> Your task
What is the number of lines below that hold "Улытау"? Answer with that number only.

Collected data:

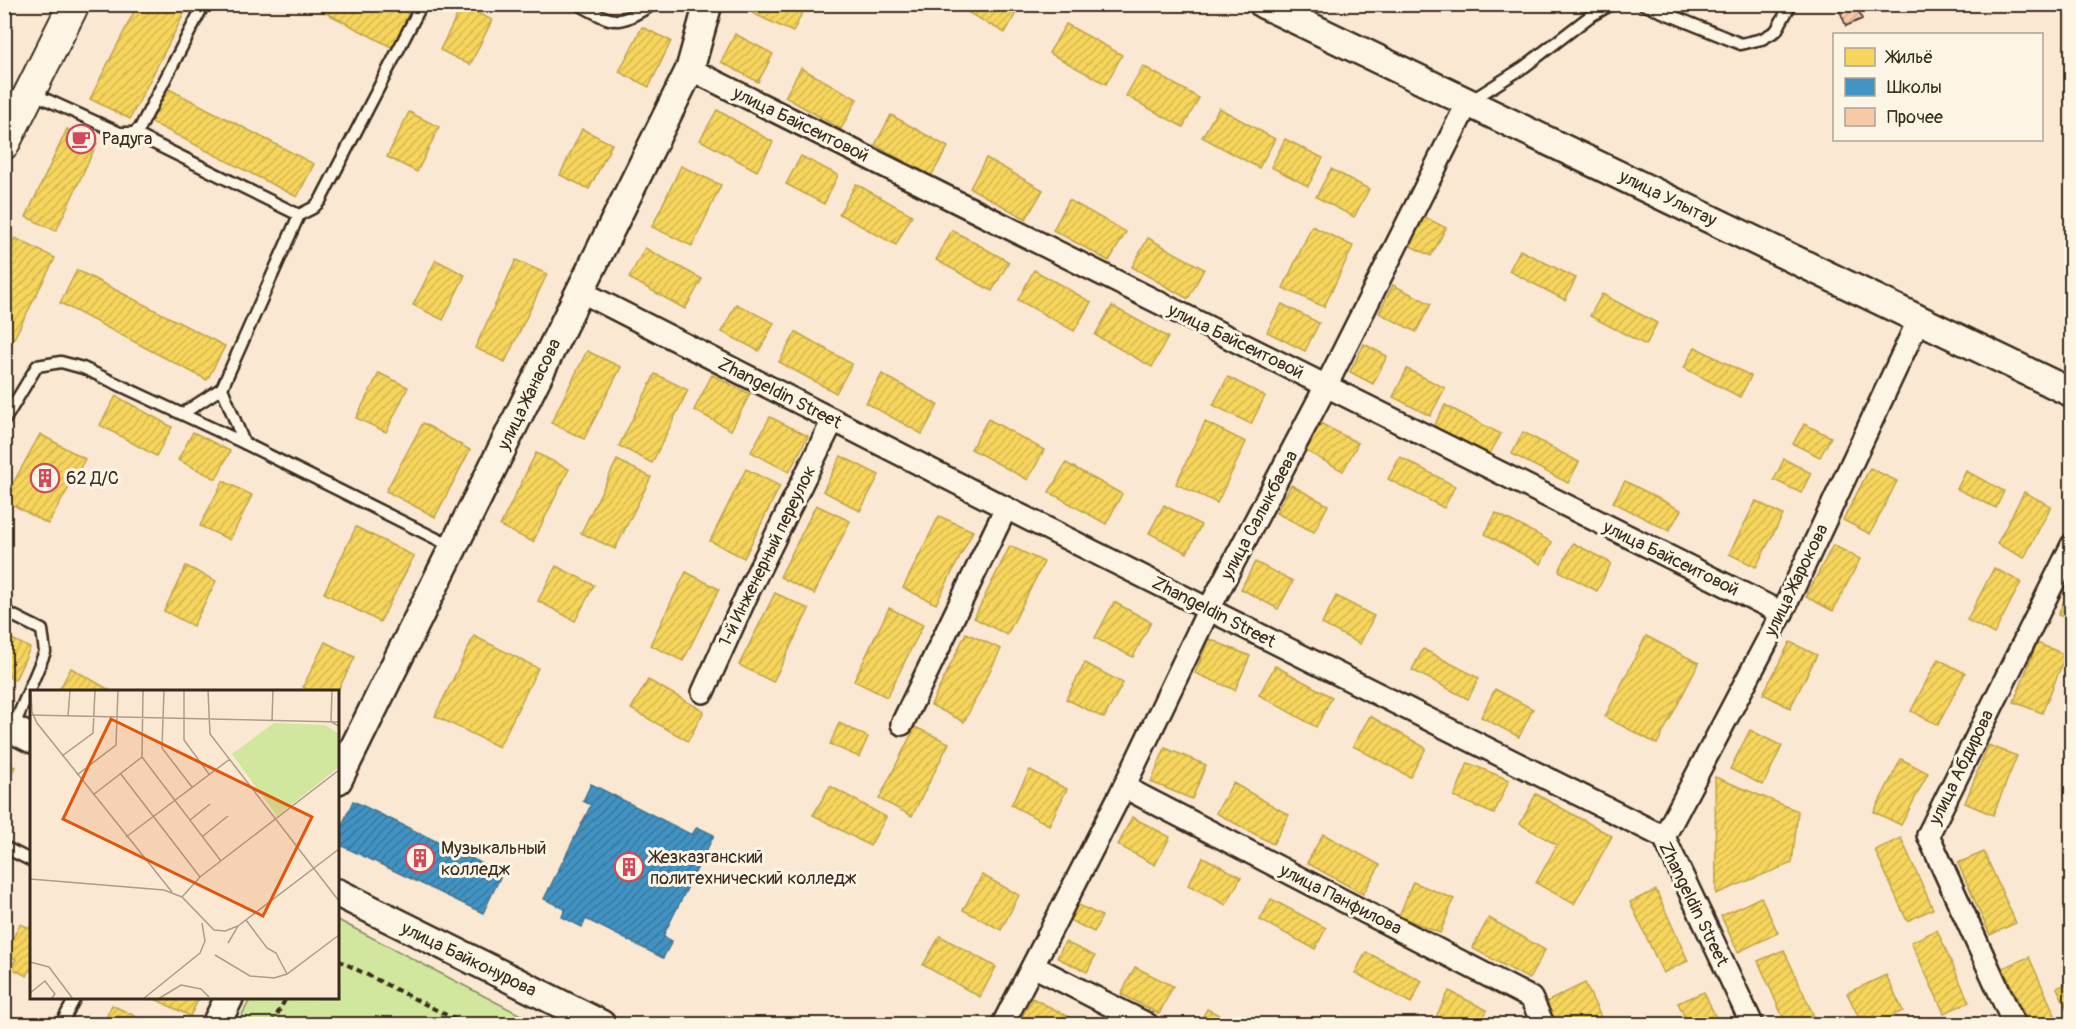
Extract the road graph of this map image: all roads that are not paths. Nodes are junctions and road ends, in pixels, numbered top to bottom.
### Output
1 (74, 4) edge
2 (204, 4) edge
3 (422, 4) edge
4 (578, 4) edge
5 (654, 4) edge
6 (708, 4) edge
7 (1263, 4) edge
8 (1612, 4) edge
9 (1643, 4) edge
10 (1791, 4) edge
11 (690, 69) junction
12 (30, 92) junction
13 (1468, 102) junction
14 (133, 133) junction
15 (4, 144) edge
16 (299, 215) junction
17 (580, 291) junction
18 (1919, 319) junction
19 (1326, 386) junction
20 (222, 388) junction
21 (2072, 393) edge
22 (182, 414) junction
23 (834, 420) junction
24 (4, 421) edge
25 (244, 443) junction
26 (1006, 508) junction
27 (2072, 545) edge
28 (453, 548) junction
29 (1209, 609) junction
30 (4, 611) edge
31 (1782, 613) junction
32 (31, 690) edge
33 (702, 692) dead end
34 (30, 693) edge
35 (902, 724) dead end
36 (16, 731) edge
37 (339, 778) edge
38 (1124, 787) junction
39 (1664, 837) junction
40 (4, 848) edge
41 (30, 860) edge
42 (339, 893) edge
43 (1033, 966) junction
44 (74, 999) edge
45 (229, 999) edge
46 (61, 1024) edge
47 (216, 1024) edge
48 (602, 1024) edge
49 (1003, 1024) edge
50 (1147, 1024) edge
51 (1544, 1024) edge
52 (1752, 1024) edge
53 (2014, 1024) edge

1 - 12 main road
2 - 14 lane
3 - 16 lane
4 - 5 lane
6 - 11 street, улица Жанасова
7 - 13 street, улица Улытау
8 - 13 lane
9 - 10 lane
11 - 17 street, улица Жанасова
11 - 19 street, улица Байсеитовой
12 - 14 lane
12 - 15 main road
13 - 18 street, улица Улытау
13 - 19 street, улица Салыкбаева
14 - 16 lane
16 - 20 lane
17 - 23 street, Zhangeldin Street
17 - 28 street, улица Жанасова
18 - 21 street, улица Улытау
18 - 31 street, улица Жарокова
19 - 29 street, улица Салыкбаева
19 - 31 street, улица Байсеитовой
20 - 22 lane
20 - 25 lane
22 - 24 lane
22 - 25 lane
23 - 26 street, Zhangeldin Street
23 - 33 street, 1-й Инженерный переулок
25 - 28 lane
26 - 29 street, Zhangeldin Street
26 - 35 street
27 - 53 street, улица Абдирова
28 - 37 street, улица Жанасова
29 - 38 street, улица Салыкбаева
29 - 39 street, Zhangeldin Street
30 - 32 lane
31 - 39 street, улица Жарокова
34 - 36 lane
38 - 43 street, улица Салыкбаева
38 - 51 street, улица Панфилова
39 - 52 street, Zhangeldin Street
40 - 41 lane
42 - 48 street, улица Байконурова
43 - 49 street, улица Салыкбаева
43 - 50 street
44 - 46 lane
45 - 47 street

> Task response
3